As buildings start to switch from prox cards to other credentials, it’s helpful to use adaptable readers.
“Readers that are flexible to accept a lot of different credential types — a swiss army knife approach — would be a good thing,” Nigriny says. “I feel like I have a slightly different credential type for every customer we’ve got, and the readers that do better deal with that. The other thing that’s interesting is that some readers are particularly adept at aiding in transitions. If you’ve got a customer with prox now, there are a lot of readers that specialize in dual modes, which is a great selling point — otherwise your employees are walking around with two badges.”
AMAG’s Symmetry Blue reader is a good example of this. The readers deliver a transition path to end users who currently use proximity technology and want to upgrade to a secure, intelligent smart card credential platform with Bluetooth.

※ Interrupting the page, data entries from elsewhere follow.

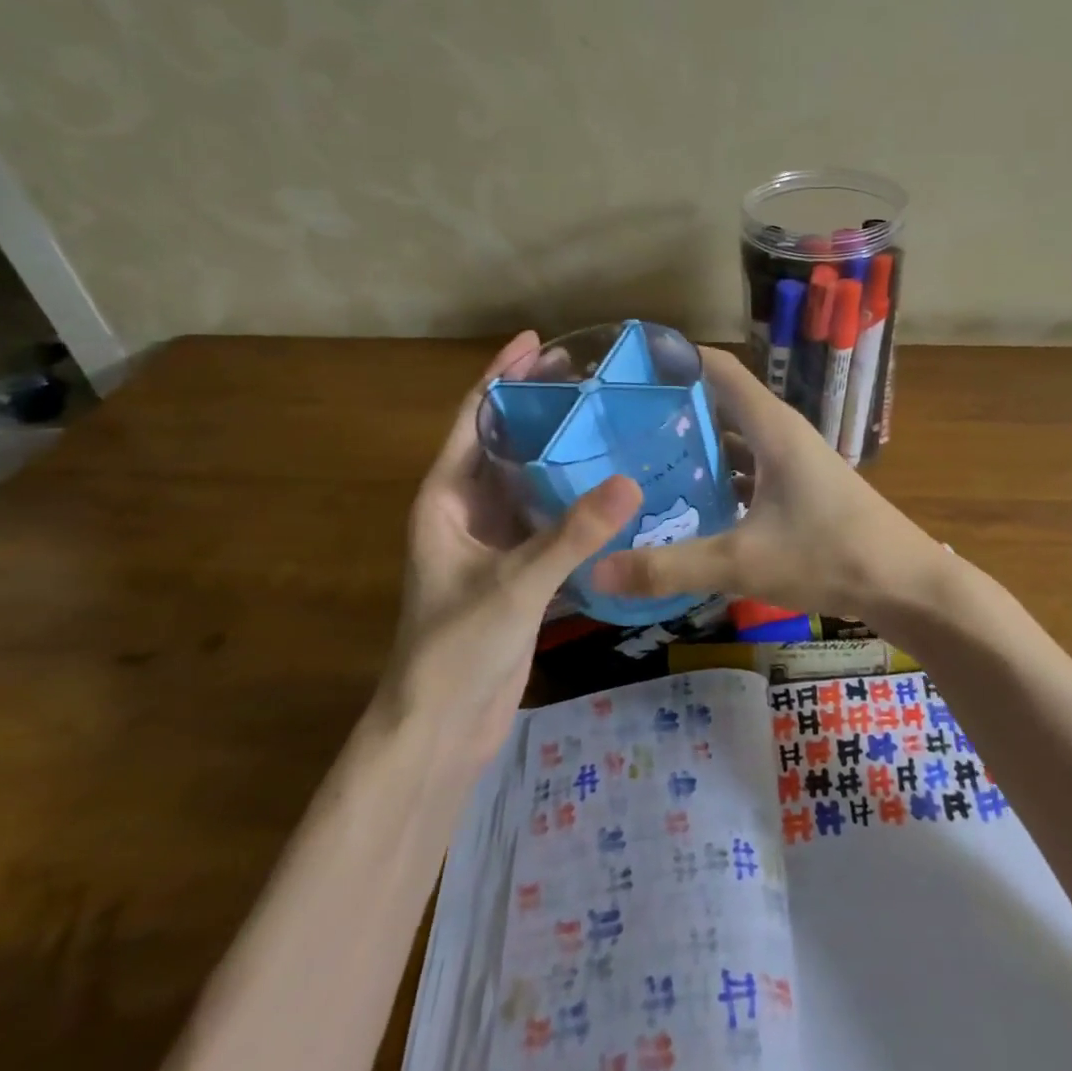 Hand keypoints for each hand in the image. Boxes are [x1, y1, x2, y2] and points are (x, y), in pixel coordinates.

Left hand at [388, 331, 640, 766]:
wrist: (440, 728)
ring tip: (609, 422)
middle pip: (506, 443)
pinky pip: (549, 520)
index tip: (539, 342)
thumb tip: (631, 481)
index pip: (474, 419)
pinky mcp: (518, 571)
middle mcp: (467, 512)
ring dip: (562, 453)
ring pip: (530, 481)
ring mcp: (493, 542)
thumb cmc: (457, 648)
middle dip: (540, 407)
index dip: (502, 376)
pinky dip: (576, 500)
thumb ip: (572, 534)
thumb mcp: (516, 584)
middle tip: (589, 376)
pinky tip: (614, 489)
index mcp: (446, 499)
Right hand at [591, 348, 954, 648]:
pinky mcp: (799, 491)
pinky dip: (718, 479)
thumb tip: (597, 570)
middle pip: (719, 403)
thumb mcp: (743, 562)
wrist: (906, 585)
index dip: (673, 358)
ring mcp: (793, 462)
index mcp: (771, 425)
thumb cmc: (830, 555)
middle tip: (614, 424)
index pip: (715, 367)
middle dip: (671, 408)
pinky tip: (687, 505)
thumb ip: (670, 566)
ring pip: (734, 441)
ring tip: (639, 461)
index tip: (624, 368)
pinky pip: (748, 471)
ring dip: (694, 447)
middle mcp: (781, 433)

“Users can upgrade from proximity to smart cards to mobile with Symmetry Blue,” Becker says. “It provides a nice transition path to mobile, and users can migrate at their own pace or as budget allows.”
McNulty expects that the future of readers will be in embedded devices.
“We are already seeing signs of this with wireless locks, to the point where you can barely even tell that there is a reader incorporated,” McNulty says. “As mobile credentials and other touchless solutions continue to grow in popularity, there is no longer a need for a physical reader in the wall — simply walk up to the door with your phone in your pocket, and it unlocks.”